Work to complete:
Please set down only the lines below starting with the line with "thumb tip: (357, 246)" and going on through the line with "pinky mcp: (236, 301)", verbatim and without pictures.

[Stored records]
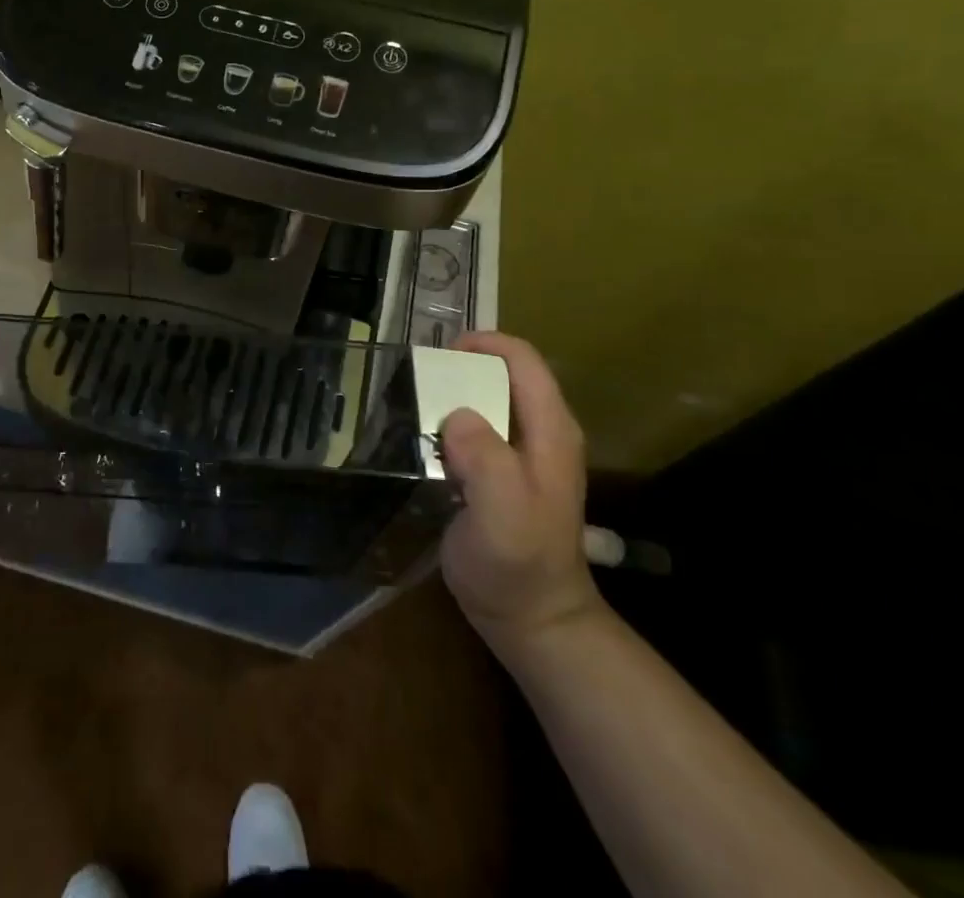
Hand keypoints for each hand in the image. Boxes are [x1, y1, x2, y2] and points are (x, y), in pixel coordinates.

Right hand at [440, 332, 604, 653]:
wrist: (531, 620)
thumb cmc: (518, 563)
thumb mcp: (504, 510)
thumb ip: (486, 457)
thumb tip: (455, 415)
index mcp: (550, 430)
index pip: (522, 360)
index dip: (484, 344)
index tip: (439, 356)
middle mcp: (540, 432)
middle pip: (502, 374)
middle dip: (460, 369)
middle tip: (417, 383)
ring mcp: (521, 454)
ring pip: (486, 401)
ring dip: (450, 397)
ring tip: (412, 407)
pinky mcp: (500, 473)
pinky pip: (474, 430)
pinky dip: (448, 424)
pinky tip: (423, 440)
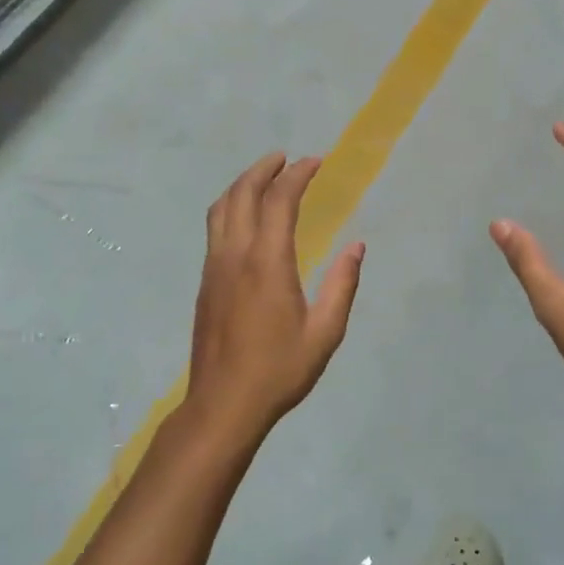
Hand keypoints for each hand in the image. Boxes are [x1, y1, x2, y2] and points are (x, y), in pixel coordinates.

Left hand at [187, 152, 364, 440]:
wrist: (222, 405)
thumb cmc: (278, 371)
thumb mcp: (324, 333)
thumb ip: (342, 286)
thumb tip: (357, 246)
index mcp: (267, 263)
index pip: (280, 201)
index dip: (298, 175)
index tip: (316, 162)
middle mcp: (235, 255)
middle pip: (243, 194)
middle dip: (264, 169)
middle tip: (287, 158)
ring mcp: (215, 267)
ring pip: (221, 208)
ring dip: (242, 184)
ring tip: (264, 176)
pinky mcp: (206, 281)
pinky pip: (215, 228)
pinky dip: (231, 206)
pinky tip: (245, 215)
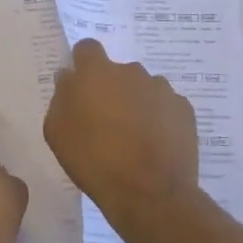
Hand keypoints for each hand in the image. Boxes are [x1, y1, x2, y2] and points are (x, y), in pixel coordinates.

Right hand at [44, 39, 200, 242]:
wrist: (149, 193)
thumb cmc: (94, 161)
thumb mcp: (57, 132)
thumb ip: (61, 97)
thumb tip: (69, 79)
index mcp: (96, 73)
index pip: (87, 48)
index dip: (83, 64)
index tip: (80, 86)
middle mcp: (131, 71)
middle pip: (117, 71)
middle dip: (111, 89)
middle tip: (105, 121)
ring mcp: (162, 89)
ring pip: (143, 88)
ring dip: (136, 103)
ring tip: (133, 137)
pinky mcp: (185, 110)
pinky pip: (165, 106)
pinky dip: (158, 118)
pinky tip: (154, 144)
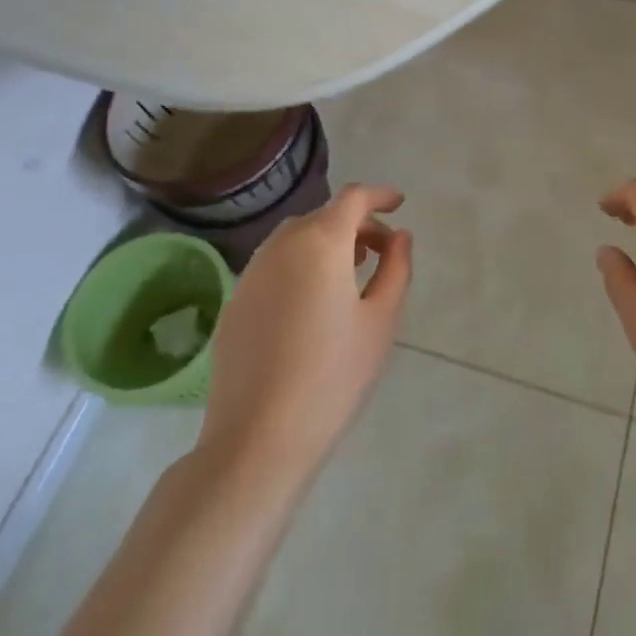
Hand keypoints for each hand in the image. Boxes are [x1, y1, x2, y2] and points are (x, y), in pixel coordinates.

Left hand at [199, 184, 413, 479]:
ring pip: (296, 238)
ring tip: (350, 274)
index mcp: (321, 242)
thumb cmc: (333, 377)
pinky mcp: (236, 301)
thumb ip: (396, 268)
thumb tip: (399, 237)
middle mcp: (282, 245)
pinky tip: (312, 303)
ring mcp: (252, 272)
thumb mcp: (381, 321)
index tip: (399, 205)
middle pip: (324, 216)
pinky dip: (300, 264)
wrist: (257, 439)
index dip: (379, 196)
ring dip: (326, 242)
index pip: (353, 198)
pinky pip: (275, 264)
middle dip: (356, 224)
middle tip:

Solution for this task:
thumb tip: (357, 246)
index mcp: (267, 263)
index pip: (280, 201)
index dip: (298, 175)
index tip: (316, 162)
middle mcp: (235, 255)
middle pip: (243, 194)
middle dip: (264, 169)
middle tip: (287, 158)
ring mcp: (215, 267)
ring pip: (221, 208)
ring dip: (242, 184)
ring tip: (264, 176)
pinky mcp: (206, 281)
pinky pip: (215, 228)
pinky dip: (231, 206)
pinky tip: (245, 215)
Hand keypoints for each hand in the image. Boxes are [x1, y1, x2, y2] and points are (x, y), in pixel coordinates.

Right hand at [44, 39, 200, 242]:
wrist: (149, 193)
thumb cmc: (94, 161)
thumb mcp: (57, 132)
thumb ip: (61, 97)
thumb tip: (69, 79)
index mcp: (96, 73)
index pip: (87, 48)
index dip: (83, 64)
index tip: (80, 86)
middle mcp: (131, 71)
middle pip: (117, 71)
middle dip: (111, 89)
middle tip: (105, 121)
ring mcp: (162, 89)
ring pip: (143, 88)
ring dip: (136, 103)
ring tip: (133, 137)
pinky mcp: (185, 110)
pinky pip: (165, 106)
pinky dip: (158, 118)
pinky tip: (154, 144)
Hand keypoints for each hand in the image. Boxes are [x1, y1, x2, y2] and points are (x, y), in pixel coordinates.

Left hand at [199, 184, 413, 479]:
ring pip: (296, 238)
ring tip: (350, 274)
index mcp: (321, 242)
thumb cmc: (333, 377)
pinky mcp: (236, 301)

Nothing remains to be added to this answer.